(dissenting).
I respectfully dissent. This appeal presents squarely for the first time the precise issue of local versus state control of the licensing of off-premise beer sales. The effect of the City’s action in refusing USA Oil’s request for municipal privilege license was tantamount to voiding USA Oil’s state-issued Alcoholic Beverage Control license. In denying USA Oil’s petition for writ of mandamus, the trial Court explicitly upheld the validity of the city ordinance. I would hold that, under The Alabama Alcoholic Beverage Control Act, a municipality has no power to withhold the issuing of a privilege license for the sale of off-premise beer to one licensed by the State for such sales.
The Alabama Alcoholic Beverage Control Act [Title 29, § 1 et seq., Code of Alabama 1940 (Recomp.1958)] is an exercise of the State’s police power and places on the Board created therein the responsibility and the duty to regulate and control the importation, manufacture, sale and possession of all spiritous, vinous, malt and brewed beverages in this state. See Ott v. Moody, 283 Ala. 288, 216 So.2d 177 (1968); Tarrant v. City of Birmingham, 39 Ala.App. 55, 93 So.2d 925 (1957); Alabama Alcoholic Bev. C. Bd. v. City of Birmingham, 253 Ala. 402, 44 So.2d 593 (1950).

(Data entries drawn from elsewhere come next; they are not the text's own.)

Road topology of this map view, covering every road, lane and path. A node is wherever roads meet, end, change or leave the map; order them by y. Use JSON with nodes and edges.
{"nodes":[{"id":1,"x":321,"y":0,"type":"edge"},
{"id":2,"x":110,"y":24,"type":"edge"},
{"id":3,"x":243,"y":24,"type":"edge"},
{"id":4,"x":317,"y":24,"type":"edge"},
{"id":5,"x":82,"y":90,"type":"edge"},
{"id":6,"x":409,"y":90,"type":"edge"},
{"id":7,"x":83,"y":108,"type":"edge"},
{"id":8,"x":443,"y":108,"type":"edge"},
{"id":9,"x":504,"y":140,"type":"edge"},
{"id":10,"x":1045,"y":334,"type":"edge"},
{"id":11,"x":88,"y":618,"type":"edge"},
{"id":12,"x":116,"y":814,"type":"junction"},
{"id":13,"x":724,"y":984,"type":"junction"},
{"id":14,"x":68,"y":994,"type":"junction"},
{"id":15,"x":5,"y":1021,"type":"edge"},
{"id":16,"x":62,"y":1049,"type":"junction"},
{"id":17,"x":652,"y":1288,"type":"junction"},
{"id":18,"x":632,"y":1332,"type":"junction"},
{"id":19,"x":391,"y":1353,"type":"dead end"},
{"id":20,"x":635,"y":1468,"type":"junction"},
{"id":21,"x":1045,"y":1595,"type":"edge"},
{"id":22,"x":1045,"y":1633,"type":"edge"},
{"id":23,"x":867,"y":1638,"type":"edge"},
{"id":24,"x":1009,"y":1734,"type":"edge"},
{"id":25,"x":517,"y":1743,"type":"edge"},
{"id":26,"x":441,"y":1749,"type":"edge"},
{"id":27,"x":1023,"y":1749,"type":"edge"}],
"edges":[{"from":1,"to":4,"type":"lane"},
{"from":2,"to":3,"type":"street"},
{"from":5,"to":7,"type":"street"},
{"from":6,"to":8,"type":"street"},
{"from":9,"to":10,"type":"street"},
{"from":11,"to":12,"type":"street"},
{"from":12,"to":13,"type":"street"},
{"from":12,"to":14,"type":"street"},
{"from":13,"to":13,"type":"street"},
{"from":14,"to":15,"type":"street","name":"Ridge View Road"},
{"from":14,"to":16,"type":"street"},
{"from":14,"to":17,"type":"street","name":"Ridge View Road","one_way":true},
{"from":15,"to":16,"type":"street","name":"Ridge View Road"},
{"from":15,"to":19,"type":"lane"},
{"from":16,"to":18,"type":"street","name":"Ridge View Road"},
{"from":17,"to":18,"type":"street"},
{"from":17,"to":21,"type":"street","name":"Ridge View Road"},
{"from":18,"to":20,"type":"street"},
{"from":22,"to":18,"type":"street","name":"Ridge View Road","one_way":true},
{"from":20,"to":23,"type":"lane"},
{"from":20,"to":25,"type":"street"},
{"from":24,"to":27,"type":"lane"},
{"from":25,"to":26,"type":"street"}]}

The pertinent language of these sections is found in §§ 5 and 13. § 5, which expressly delegates to the Board the authori*116ty to control the sale of beer, reads, in part, as follows:
“To control the manufacture, possession, sale, consumption, importation, use and delivery of liquor, alcohol and malt and brewed beverages, in accordance with the provisions of this chapter;” [Emphasis added.]
“To grant, issue and suspend or revoke for cause malt or brewed and vinous beverage licenses, as provided in this chapter.”
§ 13 provides:
“ . . . the board, with the approval of the governing authority of the municipality . . . shall have authority to issue a liquor license for any premises kept or operated by a hotel, restaurant or club . . . entitling the hotel, restaurant or club to purchase liquor . . and to keep on the premises such liquor and ... to sell the same and also vinous, malt or brewed beverages . . . for consumption on the . . . premises.” [Emphasis added.]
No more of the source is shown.